*** Begin section ***
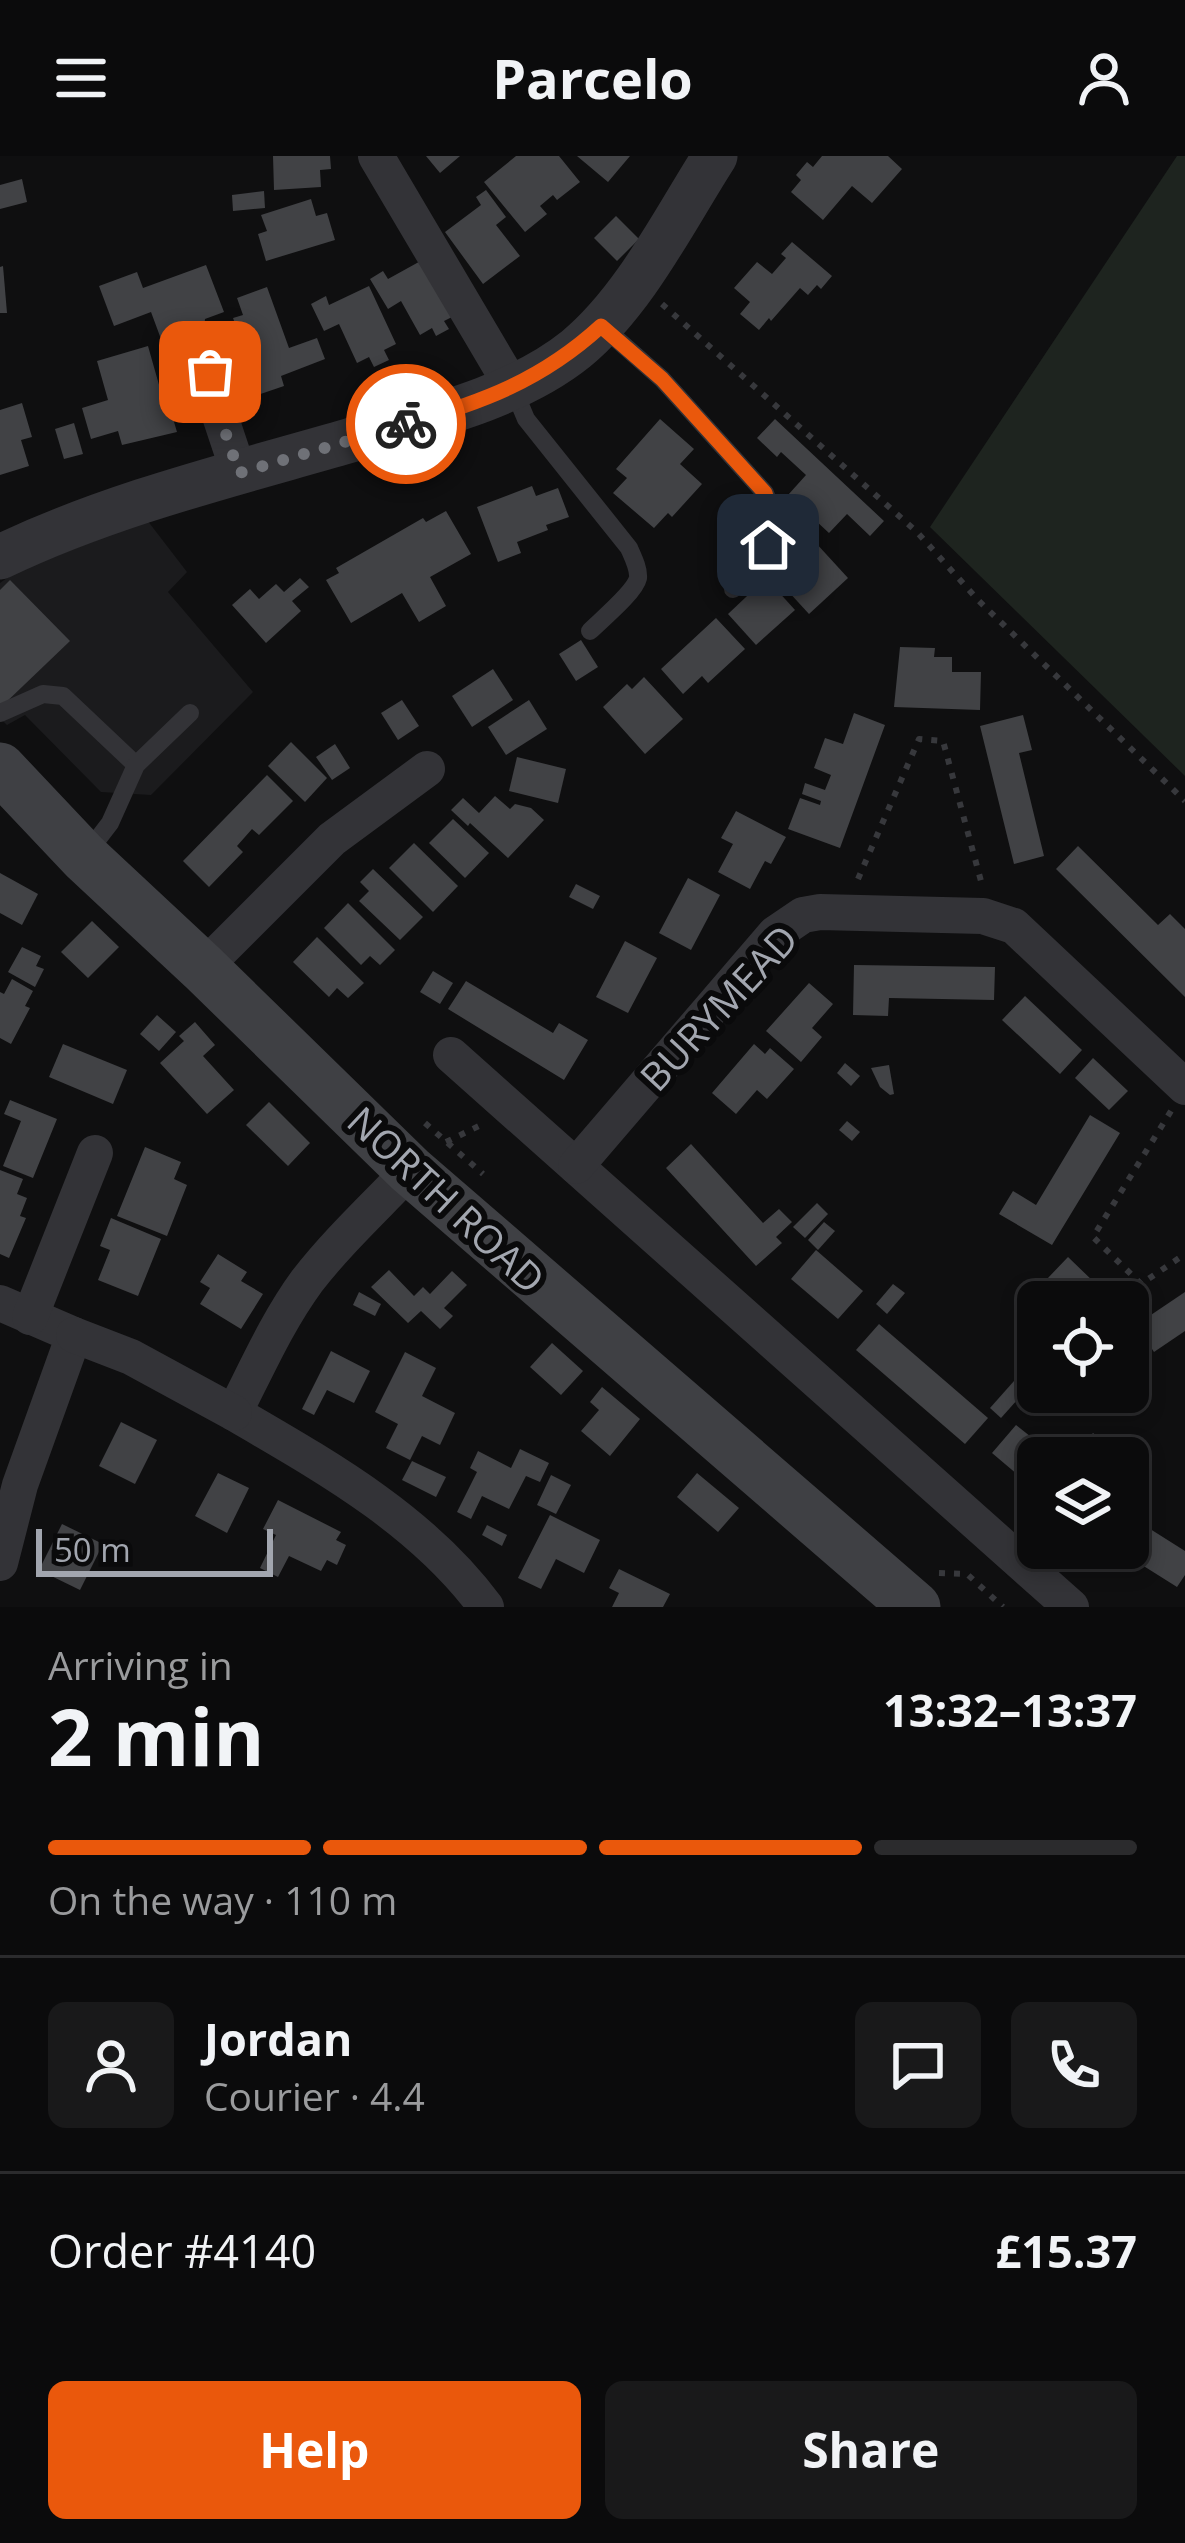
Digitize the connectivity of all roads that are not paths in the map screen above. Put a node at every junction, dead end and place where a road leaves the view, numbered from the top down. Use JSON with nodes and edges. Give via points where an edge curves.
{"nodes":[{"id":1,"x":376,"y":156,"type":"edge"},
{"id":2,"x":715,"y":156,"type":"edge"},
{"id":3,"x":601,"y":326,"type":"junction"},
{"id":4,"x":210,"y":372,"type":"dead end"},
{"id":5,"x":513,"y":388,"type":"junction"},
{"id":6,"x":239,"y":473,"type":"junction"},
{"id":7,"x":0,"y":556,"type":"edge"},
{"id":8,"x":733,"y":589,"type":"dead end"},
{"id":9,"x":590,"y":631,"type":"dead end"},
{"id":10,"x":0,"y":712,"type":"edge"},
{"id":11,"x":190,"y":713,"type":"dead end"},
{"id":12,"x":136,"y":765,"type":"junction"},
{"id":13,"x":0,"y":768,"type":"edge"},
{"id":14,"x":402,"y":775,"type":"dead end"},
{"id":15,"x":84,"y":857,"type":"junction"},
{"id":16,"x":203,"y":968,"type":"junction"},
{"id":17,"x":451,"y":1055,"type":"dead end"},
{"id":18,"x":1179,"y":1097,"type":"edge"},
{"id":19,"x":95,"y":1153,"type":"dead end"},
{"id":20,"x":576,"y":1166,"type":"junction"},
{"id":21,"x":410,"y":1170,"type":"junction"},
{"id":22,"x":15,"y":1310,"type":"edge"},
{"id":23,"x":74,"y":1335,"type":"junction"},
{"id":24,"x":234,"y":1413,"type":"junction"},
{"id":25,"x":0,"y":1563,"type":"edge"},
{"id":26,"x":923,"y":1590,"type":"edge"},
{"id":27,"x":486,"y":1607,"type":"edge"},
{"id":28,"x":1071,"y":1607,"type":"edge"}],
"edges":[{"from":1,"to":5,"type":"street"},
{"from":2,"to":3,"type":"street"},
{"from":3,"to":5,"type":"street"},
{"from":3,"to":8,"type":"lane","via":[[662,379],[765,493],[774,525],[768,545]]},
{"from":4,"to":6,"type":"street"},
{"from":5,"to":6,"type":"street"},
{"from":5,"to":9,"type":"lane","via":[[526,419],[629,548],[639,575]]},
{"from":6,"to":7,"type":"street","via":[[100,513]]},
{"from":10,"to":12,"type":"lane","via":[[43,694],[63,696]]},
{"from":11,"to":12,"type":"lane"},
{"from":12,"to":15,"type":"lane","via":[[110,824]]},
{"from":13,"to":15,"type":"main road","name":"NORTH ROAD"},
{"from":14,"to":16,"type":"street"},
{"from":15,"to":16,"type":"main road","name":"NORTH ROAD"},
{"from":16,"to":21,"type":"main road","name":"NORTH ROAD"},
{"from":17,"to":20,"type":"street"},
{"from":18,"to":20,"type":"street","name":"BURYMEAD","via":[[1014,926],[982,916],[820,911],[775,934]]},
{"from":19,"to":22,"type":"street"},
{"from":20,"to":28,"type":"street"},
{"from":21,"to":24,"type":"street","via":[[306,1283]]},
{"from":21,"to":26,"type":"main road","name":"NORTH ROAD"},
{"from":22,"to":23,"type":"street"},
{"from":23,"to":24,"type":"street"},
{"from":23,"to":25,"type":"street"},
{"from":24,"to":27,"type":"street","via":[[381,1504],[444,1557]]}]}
*** End section ***
■ WORK REQUEST
From the records above, copy each line that contains the word "junction".

■ EXERCISE ANSWER
Digitize the connectivity of all roads that are not paths in the map screen above. Put a node at every junction, dead end and place where a road leaves the view, numbered from the top down. Use JSON with nodes and edges. Give via points where an edge curves.
{"id":3,"x":601,"y":326,"type":"junction"},
{"id":5,"x":513,"y":388,"type":"junction"},
{"id":6,"x":239,"y":473,"type":"junction"},
{"id":12,"x":136,"y":765,"type":"junction"},
{"id":15,"x":84,"y":857,"type":"junction"},
{"id":16,"x":203,"y":968,"type":"junction"},
{"id":20,"x":576,"y":1166,"type":"junction"},
{"id":21,"x":410,"y":1170,"type":"junction"},
{"id":23,"x":74,"y":1335,"type":"junction"},
{"id":24,"x":234,"y":1413,"type":"junction"},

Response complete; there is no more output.